L'une des approches les plus répandues pour mettre en œuvre l'intelligence artificielle est l'apprentissage automatique (machine learning) qui permet aux systèmes informatiques d'apprendre à partir de données, d'identifier des schémas et de prendre des décisions sans une programmation explicite. Les réseaux de neurones artificiels, en particulier les réseaux de neurones profonds (Deep Learning), sont devenus essentiels pour de nombreuses applications d'intelligence artificielle, comme la vision par ordinateur, la reconnaissance vocale et le traitement du langage naturel.
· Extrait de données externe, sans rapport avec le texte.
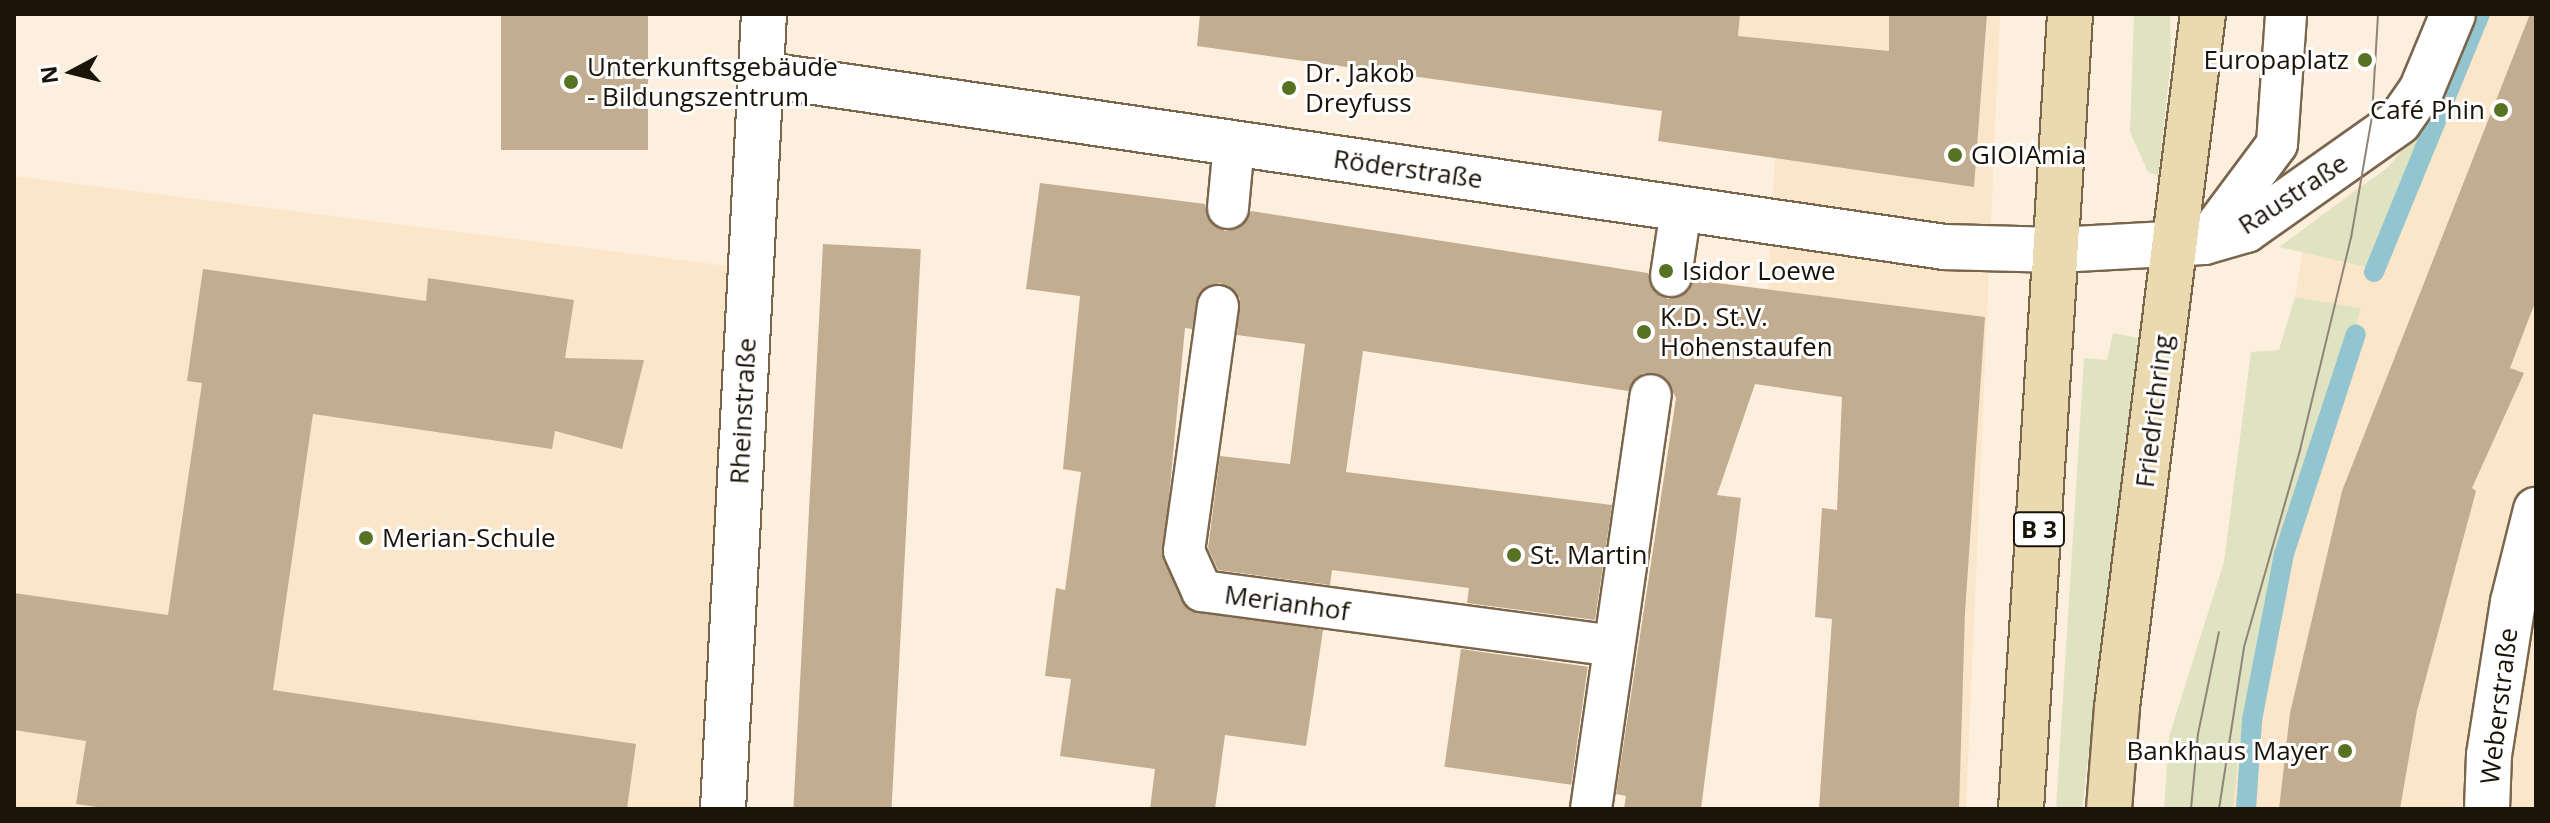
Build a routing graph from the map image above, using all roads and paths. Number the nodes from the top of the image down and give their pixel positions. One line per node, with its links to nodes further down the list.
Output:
1 (764, 14): 6 (street, Rheinstraße)
2 (2070, 14): 11 (main road, B 3)
3 (2203, 14): 10 (main road, Friedrichring)
4 (2286, 14): 10 (lane)
5 (2453, 14): 10 (street, Raustraße)
6 (760, 74): 7 (street, Röderstraße); 17 (street, Rheinstraße)
7 (1234, 143): 8 (lane); 9 (street, Röderstraße)
8 (1228, 208)
9 (1681, 209): 11 (street, Röderstraße); 12 (lane)
10 (2190, 243): 11 (street, Raustraße); 20 (main road, Friedrichring)
11 (2057, 250): 19 (main road, B 3)
12 (1671, 276)
13 (1218, 306): 16 (lane, Merianhof)
14 (1651, 395): 16 (lane)
15 (2536, 510): 21 (street, Weberstraße)
16 (1613, 646): 18 (lane)
17 (723, 809)
18 (1591, 809)
19 (2021, 809)
20 (2109, 809)
21 (2487, 809)

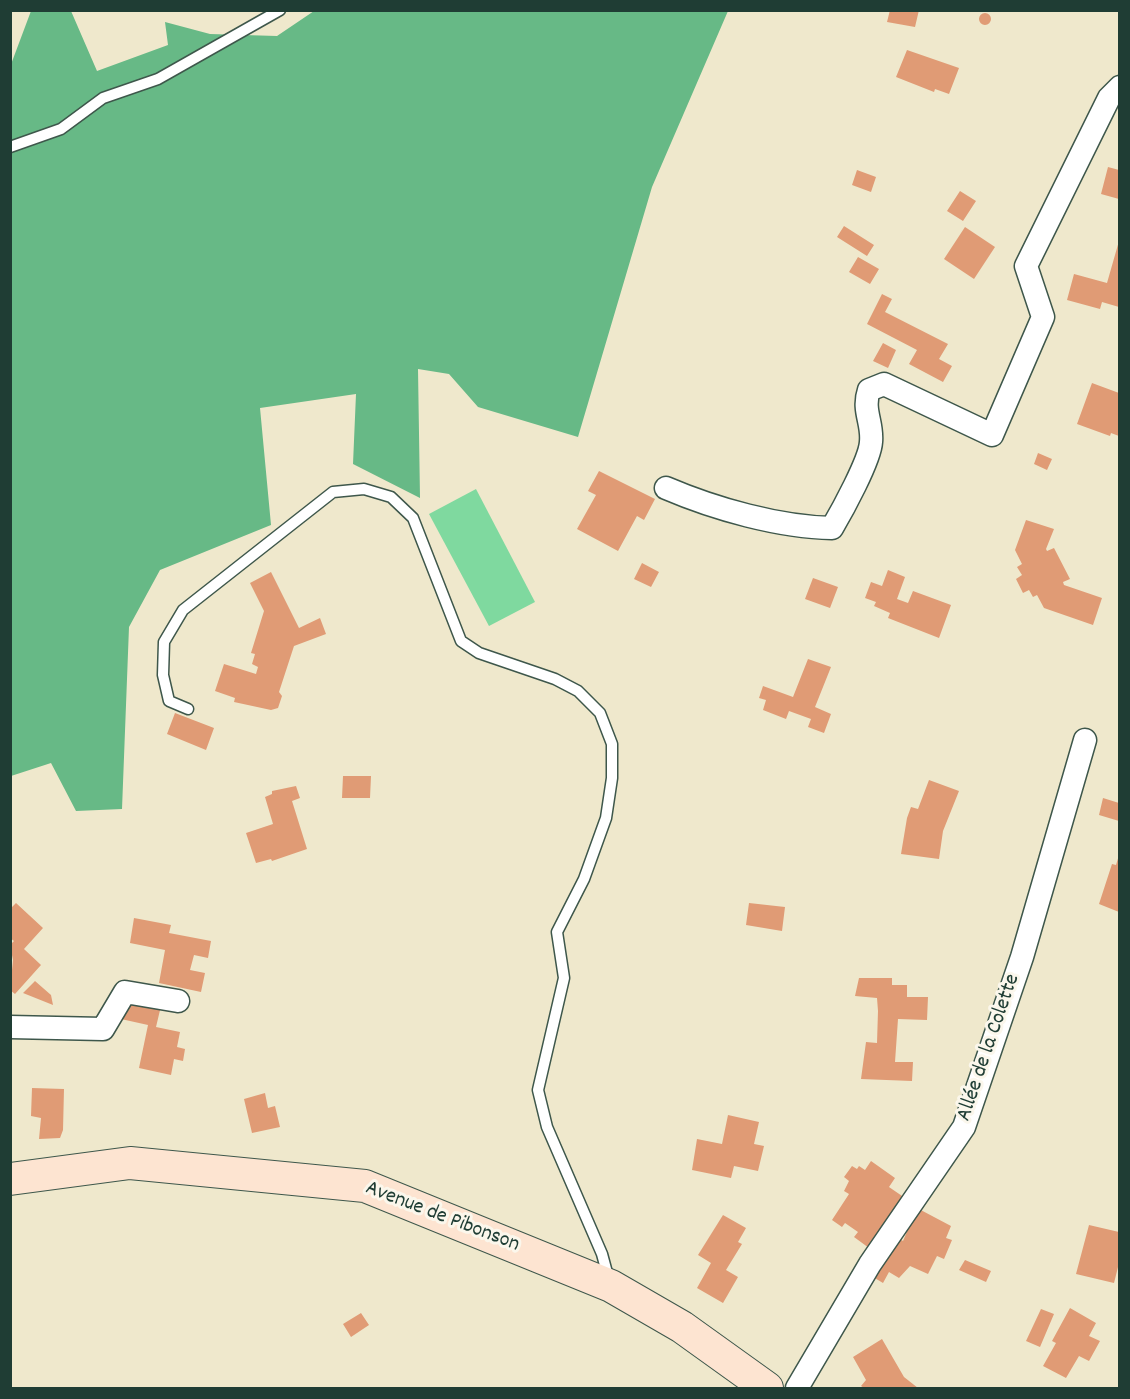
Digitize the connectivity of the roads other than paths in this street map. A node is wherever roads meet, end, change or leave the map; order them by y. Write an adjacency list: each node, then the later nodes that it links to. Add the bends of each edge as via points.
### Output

L'intelligence artificielle est utilisée dans une multitude de domaines, tels que la santé, la finance, la logistique, l'automobile, les jeux, la robotique et bien d'autres, offrant des avantages potentiels mais soulevant également des questions éthiques et sociales liées à l'automatisation, à la confidentialité des données, à la sécurité et à l'impact sur l'emploi.
Big Data :
Le "Big Data" (ou mégadonnées en français) est un terme utilisé pour décrire de vastes ensembles de données complexes, massives et souvent hétérogènes, qui dépassent la capacité des outils traditionnels de traitement et de gestion des données pour les analyser de manière efficace. Le Big Data se caractérise généralement par trois "V" :
- Volume : Le Big Data implique une énorme quantité de données, généralement de l'ordre des pétaoctets (10^15 octets) ou plus. Ces données peuvent être collectées à partir de diverses sources, telles que les réseaux sociaux, les appareils connectés à Internet, les capteurs, les appareils mobiles, les transactions commerciales, etc.
- Vitesse : Les données du Big Data sont souvent générées en temps réel ou à un rythme très rapide. Il est crucial de pouvoir traiter, analyser et prendre des décisions basées sur ces données à un rythme rapide pour en tirer un avantage concurrentiel.
- Variété : Les données du Big Data peuvent prendre différentes formes, y compris des données structurées (bases de données relationnelles), semi-structurées (JSON, XML) et non structurées (textes, images, vidéos). La variété des données rend leur traitement et leur analyse plus complexe.
En plus des trois V mentionnés ci-dessus, certains experts ajoutent également deux autres V :
- Vérité (Veracity) : Faire confiance à l'exactitude et à la qualité des données du Big Data peut être un défi. Les données peuvent être incomplètes, erronées ou provenir de sources peu fiables.
- Valeur (Value) : L'objectif ultime du Big Data est de transformer ces données en informations exploitables qui apportent une valeur ajoutée significative aux organisations ou aux individus.
Le Big Data joue un rôle essentiel dans de nombreux domaines, notamment le marketing, la santé, les sciences, la finance, la logistique, les sciences sociales, etc. En exploitant ces vastes quantités de données, les entreprises et les chercheurs peuvent découvrir des tendances, des schémas cachés, prendre des décisions plus éclairées, personnaliser les offres et améliorer l'efficacité opérationnelle. Pour gérer le Big Data, des technologies avancées telles que le calcul distribué, les systèmes de stockage massivement parallèles et les bases de données NoSQL sont utilisées pour faciliter le traitement et l'analyse des mégadonnées.